Le 16, la bourbouille, m’a paru être un sujet de nouvelle particulièrement intéressant. C’est l’histoire d’un architecte blanc, colonialiste ou néo-colonialiste, que l’on croise dans un hôpital dans un état peu ragoûtant. Bergerac, notre homme, est homosexuel et exploite son boy, Rigobert, joli garçon noir, de toute les manières et notamment en l’obligeant à vivre nu dans la maison, y compris pendant les réceptions. Le détail qui ne s’invente pas, on demande à l’architecte de construire un monument pour commémorer l’indépendance de cette ex-colonie portugaise et Bergerac construit un édifice phallique que l’on pourrait imaginer à la gloire de Rigobert. Exercice de style dont Bayon tire quelque chose d’étonnamment tarabiscoté et artificiel.
Pour finir ce résumé, je relis quelques paragraphes et je suis étonné à la seconde lecture de la vitesse à laquelle je passe de l’intérêt le plus vif pour cette écriture alambiquée, ultrasophistiquée à l’exaspération urticante que me procure le massacre syntactique et l’inversion des mots dans la phrase auquel se livre Bayon sans borne ni bonne raison, du moins me semble-t-il.
*Le candomblé est à la fois un genre musical qui trouve ses sources dans les percussions amenées par les esclaves, un peu à l'image de la santeria de Cuba. et une forme de religion issue du mélange du catholicisme, des rites indigènes et des croyances animistes africaines.

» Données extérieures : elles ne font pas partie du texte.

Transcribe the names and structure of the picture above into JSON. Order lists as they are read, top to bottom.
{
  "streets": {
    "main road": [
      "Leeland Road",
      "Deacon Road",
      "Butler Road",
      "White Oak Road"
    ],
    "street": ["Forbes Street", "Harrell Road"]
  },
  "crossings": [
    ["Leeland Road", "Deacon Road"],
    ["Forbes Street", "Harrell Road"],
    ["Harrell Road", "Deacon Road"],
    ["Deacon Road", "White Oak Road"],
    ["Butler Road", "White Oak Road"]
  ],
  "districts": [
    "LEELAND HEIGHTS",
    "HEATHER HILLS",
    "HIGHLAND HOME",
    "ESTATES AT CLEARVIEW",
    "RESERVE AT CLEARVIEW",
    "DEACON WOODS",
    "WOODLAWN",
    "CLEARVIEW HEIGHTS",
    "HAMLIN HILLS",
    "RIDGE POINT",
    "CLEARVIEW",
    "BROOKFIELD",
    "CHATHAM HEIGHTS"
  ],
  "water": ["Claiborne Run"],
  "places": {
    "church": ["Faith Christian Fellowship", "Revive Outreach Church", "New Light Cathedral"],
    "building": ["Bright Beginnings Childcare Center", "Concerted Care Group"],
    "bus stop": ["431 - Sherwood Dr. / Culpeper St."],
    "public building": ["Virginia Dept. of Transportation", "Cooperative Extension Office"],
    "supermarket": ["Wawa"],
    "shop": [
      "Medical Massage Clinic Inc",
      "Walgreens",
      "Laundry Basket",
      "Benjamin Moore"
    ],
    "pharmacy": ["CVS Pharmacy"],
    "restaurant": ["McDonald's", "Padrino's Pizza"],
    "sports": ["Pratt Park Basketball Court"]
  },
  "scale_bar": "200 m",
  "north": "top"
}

Il est à distinguer du candombé que l'on retrouve en Uruguay. Il existe deux formes principales du candomblé, et selon certains, celui-ci serait à l'origine du samba.
**Né outre-mer en 1951, bayon est journaliste. il a notamment publié, chez Grasset, les Animals (prix Interallié 1990), La route des gardes (1998), Le lycéen (2000), Gainsbourg raconte sa mort (2001)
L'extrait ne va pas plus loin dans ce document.